Mansory refers to this G-Class as the ‘Desert Sand’ in reference to the sand-colored exterior finish. Not only is this color absolutely perfect for the Middle East but it’s not dissimilar to the sand color adorning many of the world’s most famous military vehicles, including the Humvee. Sure, this G-Class may lack a turret or machine guns but we’re sure it would scare away plenty of other motorists.
Beyond the paint scheme itself, this G 63 AMG is rocking a plethora of additional parts from Mansory. These start at the front end where the SUV’s fascia has been overhauled to include a new grille, carbon fiber bumper, revised LED daytime running lights, and new carbon fiber intake shrouds. Without question, the most dramatic alteration made to the front end is the new hood, made from lightweight forged carbon fiber and complemented by LED lights on the roof housed within a carbon shroud.

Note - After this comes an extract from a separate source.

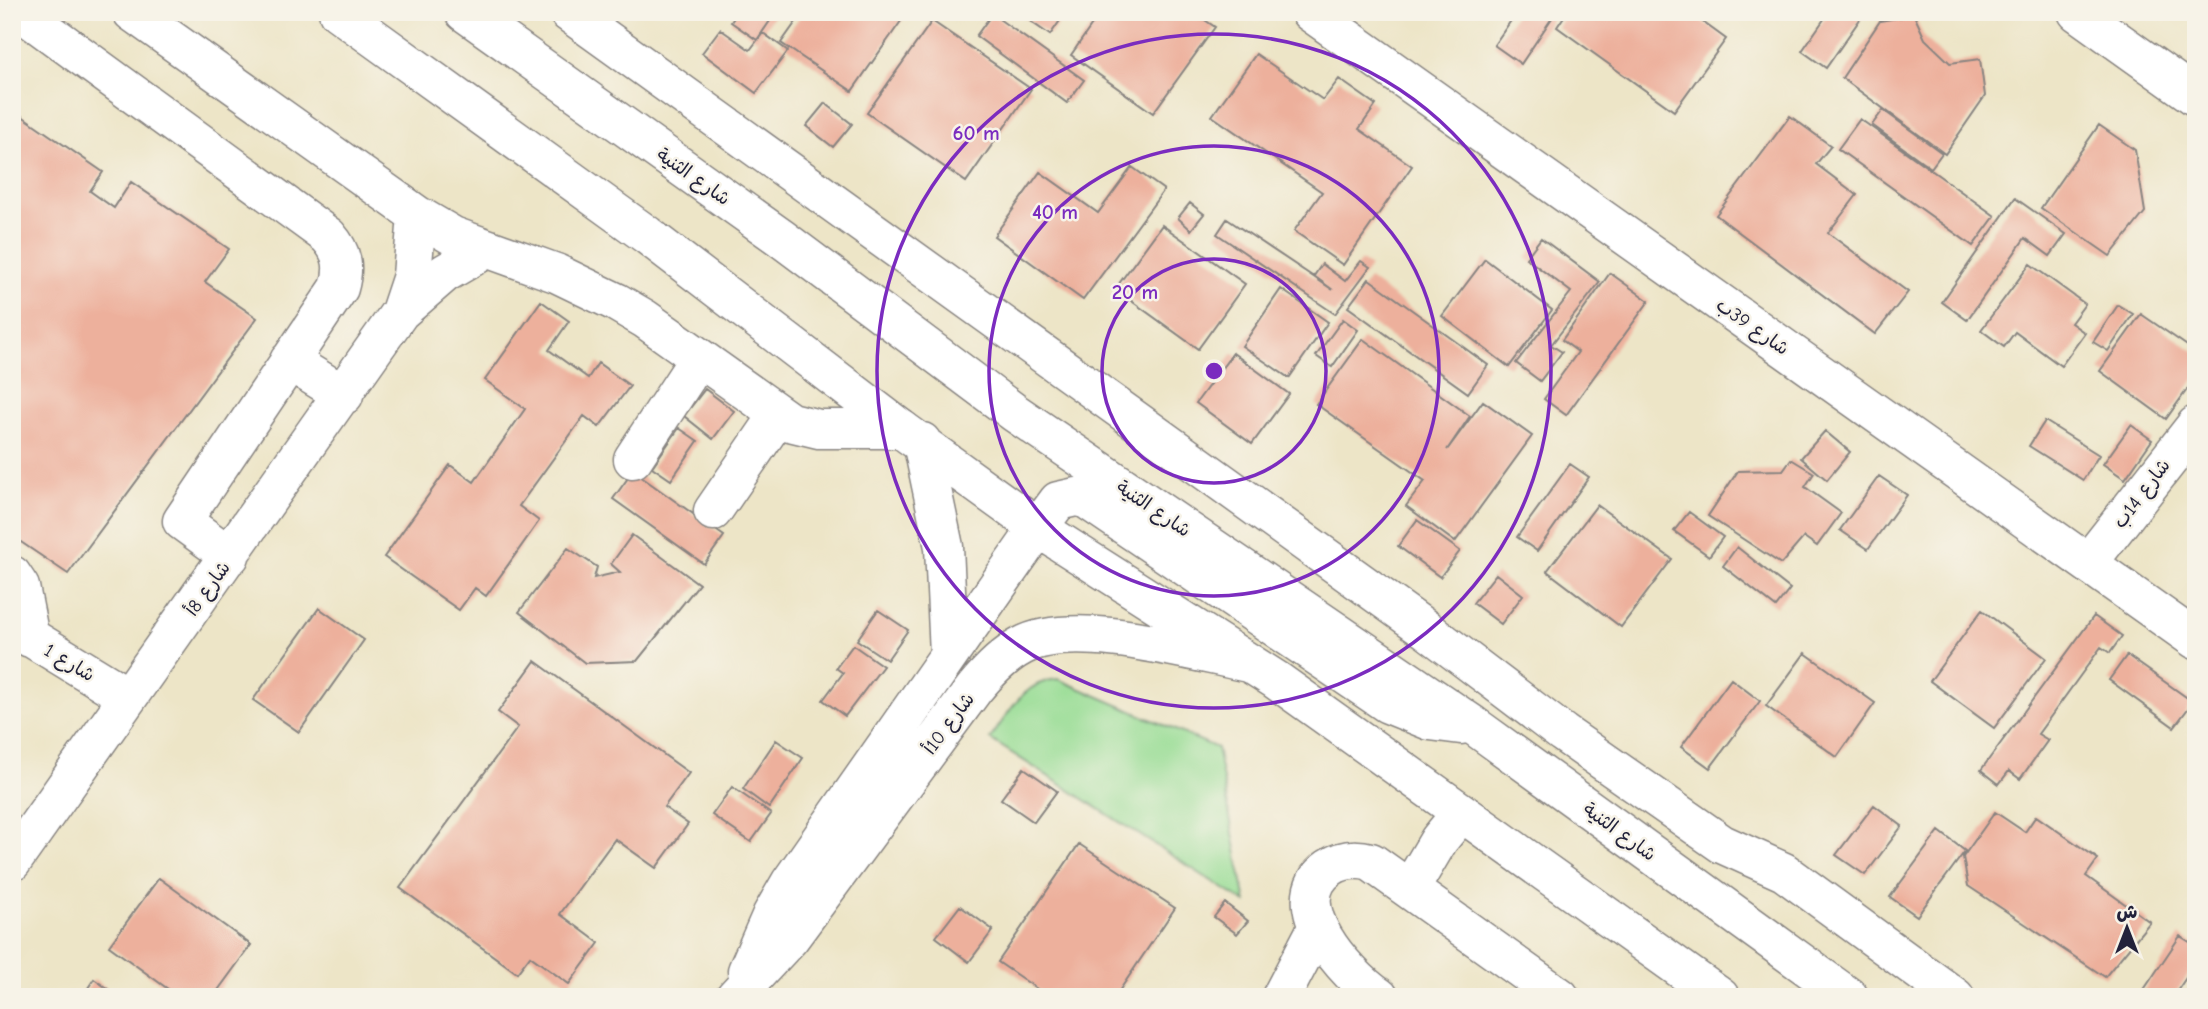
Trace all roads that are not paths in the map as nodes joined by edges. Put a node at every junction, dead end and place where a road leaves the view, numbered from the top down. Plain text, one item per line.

A set of Mansory’s all-new FS.15 forged wheels have also been fitted, measuring 24×10 at the front and 24×12.5 at the rear with rally-inspired aerodiscs. The tuner has also crafted new wheel arches for the G-Class as well as a set of aftermarket side steps. Among the key alterations made to the rear include a large rear spoiler mounted to the roof, a forged carbon spare wheel cover, and a new bumper.
As for the cabin, the person who commissioned this P900 opted to have it bathed in light brown leather across the seats, dashboard, floor mats, steering wheel, and transmission tunnel. It even features a ceiling-mounted engine start button.
No serious Mansory project would be complete with some performance upgrades so the tuner has modified the 4.0-liter twin-turbocharged V8 to now deliver 900 hp and 885 lb-ft (1,200 Nm) of torque, enough to send the SUV to 100 km/h (62 mph) in 3.3 seconds and a limited top speed of 155 mph (250 km/h).